Almost like a coconut glaze over a shrimp. She carefully would coat each side of the watermelon piece and then happily eat it. I was OK with that seeing as how I was actually envisioning fist-fulls of sand going into her little mouth. I’ve seen the mud beard from the spring. I know what she is capable of.
But she is older and wiser now. She’s much more worldly now than she was in say March – or maybe she’s finally past the oral phase?
Speaking of oral – somehow that word conjures up images of Hohan or Paris in my mind. And you?
Anyhoo….speaking of my daughter and celebrities, I was a little alarmed when I read the piece on tweens and celeb gossip in Sunday’s NYT Style section. Did you read it?
It made me realize there is a whole additional realm of example setting behavior that I am responsible for, that I never thought of until Sunday.
Curbing my appetite for celeb gossip?
As parents, we all have standards we need to uphold in front of our children. There are the obvious: watching your words carefully (anyone picturing Vince Vaughn in “Old School” right now – “Earmuffs!”), treating others with respect, saying “please” and “thank you,” the list goes on and on.

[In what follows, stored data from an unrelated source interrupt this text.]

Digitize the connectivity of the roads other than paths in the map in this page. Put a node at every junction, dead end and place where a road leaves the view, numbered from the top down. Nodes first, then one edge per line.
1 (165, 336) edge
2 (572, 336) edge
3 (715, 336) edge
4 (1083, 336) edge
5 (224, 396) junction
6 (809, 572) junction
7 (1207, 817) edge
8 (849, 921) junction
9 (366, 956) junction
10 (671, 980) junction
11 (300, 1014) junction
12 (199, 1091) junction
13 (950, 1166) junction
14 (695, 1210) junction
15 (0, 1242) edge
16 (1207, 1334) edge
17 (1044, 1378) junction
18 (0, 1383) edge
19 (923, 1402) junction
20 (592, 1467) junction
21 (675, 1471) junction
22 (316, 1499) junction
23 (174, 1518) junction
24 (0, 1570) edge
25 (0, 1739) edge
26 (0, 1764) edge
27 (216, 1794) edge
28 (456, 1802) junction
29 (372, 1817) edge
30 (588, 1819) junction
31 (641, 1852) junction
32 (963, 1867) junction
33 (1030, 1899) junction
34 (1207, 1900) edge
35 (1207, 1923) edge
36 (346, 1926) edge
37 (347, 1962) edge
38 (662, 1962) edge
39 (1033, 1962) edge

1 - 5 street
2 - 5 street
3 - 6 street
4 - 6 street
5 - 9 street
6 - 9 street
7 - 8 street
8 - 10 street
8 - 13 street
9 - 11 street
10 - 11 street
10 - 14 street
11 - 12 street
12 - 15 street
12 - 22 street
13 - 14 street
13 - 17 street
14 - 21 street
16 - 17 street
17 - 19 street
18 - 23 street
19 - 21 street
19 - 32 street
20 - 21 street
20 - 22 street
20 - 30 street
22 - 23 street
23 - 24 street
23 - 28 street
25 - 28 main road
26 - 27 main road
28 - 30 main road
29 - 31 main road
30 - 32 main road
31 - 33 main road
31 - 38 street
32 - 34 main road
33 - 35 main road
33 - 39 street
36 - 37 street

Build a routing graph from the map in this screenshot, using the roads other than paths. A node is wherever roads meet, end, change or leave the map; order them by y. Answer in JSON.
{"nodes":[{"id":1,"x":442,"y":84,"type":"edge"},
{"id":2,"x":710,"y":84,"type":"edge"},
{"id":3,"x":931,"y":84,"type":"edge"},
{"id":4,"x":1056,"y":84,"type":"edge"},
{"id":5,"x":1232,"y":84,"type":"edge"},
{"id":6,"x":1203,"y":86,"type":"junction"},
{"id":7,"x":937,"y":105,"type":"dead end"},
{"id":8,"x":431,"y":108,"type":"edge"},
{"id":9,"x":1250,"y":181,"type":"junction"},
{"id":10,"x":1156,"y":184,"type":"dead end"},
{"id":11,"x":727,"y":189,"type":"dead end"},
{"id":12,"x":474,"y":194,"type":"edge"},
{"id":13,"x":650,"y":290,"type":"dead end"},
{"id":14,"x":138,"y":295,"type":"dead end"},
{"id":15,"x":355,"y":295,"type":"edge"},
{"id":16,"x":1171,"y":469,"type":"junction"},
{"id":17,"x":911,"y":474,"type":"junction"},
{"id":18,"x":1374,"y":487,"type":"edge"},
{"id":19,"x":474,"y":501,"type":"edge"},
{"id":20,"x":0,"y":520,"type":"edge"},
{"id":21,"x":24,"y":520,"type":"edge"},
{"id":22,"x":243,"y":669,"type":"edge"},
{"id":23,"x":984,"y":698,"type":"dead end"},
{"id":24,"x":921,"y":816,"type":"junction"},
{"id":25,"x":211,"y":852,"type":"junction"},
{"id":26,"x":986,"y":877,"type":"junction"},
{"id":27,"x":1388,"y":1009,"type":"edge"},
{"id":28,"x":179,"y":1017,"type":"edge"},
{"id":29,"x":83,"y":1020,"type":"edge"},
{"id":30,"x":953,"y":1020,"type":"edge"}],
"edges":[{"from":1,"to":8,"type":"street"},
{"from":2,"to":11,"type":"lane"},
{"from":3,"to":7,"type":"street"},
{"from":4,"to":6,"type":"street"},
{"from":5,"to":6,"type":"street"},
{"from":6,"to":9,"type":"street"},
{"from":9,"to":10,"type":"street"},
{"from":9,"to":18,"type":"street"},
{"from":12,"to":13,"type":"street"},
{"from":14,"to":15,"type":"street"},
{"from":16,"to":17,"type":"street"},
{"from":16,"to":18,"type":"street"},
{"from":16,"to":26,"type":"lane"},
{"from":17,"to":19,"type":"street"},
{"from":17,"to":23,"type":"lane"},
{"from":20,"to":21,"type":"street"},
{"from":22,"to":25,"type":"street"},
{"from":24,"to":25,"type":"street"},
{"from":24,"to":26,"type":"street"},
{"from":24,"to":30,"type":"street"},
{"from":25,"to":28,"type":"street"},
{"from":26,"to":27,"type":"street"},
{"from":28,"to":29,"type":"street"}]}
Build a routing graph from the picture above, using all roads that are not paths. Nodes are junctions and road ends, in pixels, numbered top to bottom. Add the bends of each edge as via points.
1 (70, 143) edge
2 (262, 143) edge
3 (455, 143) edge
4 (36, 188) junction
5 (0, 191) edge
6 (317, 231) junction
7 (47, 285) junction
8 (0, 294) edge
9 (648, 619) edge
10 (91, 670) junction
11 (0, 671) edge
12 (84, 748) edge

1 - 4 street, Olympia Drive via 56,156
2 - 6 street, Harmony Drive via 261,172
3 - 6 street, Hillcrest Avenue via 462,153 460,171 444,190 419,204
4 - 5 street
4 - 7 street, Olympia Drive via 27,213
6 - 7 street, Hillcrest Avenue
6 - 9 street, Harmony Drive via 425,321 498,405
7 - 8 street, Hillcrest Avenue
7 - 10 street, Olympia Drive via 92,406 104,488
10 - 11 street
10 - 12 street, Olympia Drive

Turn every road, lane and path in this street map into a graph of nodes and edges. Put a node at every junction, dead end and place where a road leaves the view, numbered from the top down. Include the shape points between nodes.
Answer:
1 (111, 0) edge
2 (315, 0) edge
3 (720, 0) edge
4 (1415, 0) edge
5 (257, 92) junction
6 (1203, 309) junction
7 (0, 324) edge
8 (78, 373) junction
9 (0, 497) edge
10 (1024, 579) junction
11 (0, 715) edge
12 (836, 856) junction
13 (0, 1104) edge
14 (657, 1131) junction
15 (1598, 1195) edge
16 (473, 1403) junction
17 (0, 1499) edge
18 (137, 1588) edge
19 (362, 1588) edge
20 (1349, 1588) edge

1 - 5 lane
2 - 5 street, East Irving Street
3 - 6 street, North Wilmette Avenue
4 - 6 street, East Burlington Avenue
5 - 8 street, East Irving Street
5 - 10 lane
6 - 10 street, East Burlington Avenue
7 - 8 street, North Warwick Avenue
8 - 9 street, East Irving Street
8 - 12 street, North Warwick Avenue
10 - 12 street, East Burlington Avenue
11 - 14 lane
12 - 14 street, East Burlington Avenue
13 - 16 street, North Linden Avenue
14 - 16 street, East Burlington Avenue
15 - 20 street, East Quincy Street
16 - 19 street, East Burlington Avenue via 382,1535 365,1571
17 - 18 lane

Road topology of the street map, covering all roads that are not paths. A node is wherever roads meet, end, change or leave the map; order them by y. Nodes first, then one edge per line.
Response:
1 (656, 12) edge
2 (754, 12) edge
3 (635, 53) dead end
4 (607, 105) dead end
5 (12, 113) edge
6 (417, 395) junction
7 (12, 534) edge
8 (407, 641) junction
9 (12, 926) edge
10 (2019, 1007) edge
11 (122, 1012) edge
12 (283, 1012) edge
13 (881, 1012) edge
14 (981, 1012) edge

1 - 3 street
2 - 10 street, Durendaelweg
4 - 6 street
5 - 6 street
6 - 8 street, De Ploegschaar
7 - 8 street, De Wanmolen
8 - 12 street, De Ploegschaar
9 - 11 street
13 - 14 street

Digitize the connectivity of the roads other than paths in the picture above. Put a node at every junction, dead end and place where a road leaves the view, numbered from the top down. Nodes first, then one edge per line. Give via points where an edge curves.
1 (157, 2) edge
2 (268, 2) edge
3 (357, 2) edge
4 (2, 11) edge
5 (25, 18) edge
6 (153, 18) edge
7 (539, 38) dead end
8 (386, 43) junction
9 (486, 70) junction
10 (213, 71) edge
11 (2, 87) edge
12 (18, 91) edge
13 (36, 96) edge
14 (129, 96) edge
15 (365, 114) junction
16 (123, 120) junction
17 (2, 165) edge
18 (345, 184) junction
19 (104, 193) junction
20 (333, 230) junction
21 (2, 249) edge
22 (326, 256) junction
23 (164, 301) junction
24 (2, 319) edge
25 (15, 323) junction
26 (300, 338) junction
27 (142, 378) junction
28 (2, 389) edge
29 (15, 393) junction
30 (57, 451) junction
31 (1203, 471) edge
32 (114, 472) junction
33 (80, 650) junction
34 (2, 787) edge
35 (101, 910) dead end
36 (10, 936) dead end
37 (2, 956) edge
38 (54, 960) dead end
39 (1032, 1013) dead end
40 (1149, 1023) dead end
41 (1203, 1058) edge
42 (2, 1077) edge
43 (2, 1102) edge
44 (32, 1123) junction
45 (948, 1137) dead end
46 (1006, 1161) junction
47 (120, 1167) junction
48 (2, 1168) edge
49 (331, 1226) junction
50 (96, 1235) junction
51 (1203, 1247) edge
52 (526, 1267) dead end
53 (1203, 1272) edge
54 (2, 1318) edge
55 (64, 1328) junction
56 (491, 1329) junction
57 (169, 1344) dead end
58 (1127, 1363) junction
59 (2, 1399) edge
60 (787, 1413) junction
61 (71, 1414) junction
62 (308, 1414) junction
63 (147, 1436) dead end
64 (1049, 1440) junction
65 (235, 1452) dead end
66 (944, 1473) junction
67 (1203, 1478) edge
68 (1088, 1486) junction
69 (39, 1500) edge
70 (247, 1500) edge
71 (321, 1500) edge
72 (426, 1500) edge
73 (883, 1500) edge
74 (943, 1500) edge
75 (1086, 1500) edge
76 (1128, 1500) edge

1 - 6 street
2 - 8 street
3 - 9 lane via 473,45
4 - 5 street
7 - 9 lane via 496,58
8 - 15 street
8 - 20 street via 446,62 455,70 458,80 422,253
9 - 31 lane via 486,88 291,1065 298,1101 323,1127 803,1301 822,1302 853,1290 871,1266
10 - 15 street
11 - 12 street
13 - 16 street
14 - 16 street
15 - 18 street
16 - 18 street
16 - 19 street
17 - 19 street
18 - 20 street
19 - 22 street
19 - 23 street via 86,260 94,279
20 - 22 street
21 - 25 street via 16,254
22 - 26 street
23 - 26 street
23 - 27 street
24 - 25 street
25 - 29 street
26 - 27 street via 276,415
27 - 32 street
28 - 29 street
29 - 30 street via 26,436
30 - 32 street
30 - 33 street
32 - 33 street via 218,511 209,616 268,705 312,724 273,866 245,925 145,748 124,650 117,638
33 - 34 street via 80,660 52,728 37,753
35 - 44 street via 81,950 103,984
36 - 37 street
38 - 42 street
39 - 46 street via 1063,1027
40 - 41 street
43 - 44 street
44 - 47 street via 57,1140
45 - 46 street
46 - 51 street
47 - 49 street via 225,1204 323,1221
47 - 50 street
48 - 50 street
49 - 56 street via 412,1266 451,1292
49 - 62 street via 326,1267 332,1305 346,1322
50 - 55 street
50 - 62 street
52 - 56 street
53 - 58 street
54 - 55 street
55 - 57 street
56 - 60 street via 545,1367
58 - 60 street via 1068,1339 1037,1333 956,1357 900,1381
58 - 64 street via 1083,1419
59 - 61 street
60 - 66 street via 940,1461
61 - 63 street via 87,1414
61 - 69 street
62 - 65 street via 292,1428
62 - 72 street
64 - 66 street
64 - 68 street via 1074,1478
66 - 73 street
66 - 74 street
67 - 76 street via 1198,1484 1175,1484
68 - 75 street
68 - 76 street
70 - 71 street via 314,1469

I was prepared for all of this.
I’ve been working on cleaning up my mouth for months now, sort of, in preparation for speaking like a Catholic nun in front of darling daughter. And the time has come. The other morning my husband said “Oh no!” and two seconds later, out of the mouth of our young babe came “Oh no!”
Except it sounded way cuter when she said it.
But back to the point – celeb gossip. Do I need to curtail my voracious appetite for celeb gossip as my daughter gets older?
The Sunday Styles section discusses how today’s tweens, as early as second grade, are well aware of what the celebrit’ho’s are up too in Hollywood. And they are even passing judgment on them.
Fortunately for parents everywhere, at least the tweens interviewed in the piece, were busily judging the celeb’s for the right reasons. Even more sophisticated reasons than moi.
I don’t know about you, but when Brit shaved her head, I wasn’t wondering why she didn’t give her hair for cancer patients, like the sweet girl interviewed in the piece wondered.
Hell, I was too busy laughing at what a freaking idiot she is and thinking about how much fun this was for the rest of us.
OK – so my morals and judgment need a little cleaning up along with my mouth. But seriously – this had never occurred to me.
I will need to curb my gossip rag purchasing and discussions while at home. Sure, my darling daughter will hear it other places and will learn all about it at school. But at home, does she really need to know that mommy will drop everything to get onto tmz.com and learn what the latest celeb gaffe is?
And then obsessively email her friends about it?
Is this something she really needs to know about moi?
I’m thinking – not so much.
Nothing like the NYT Style section giving me an invaluable tip on parenting, right?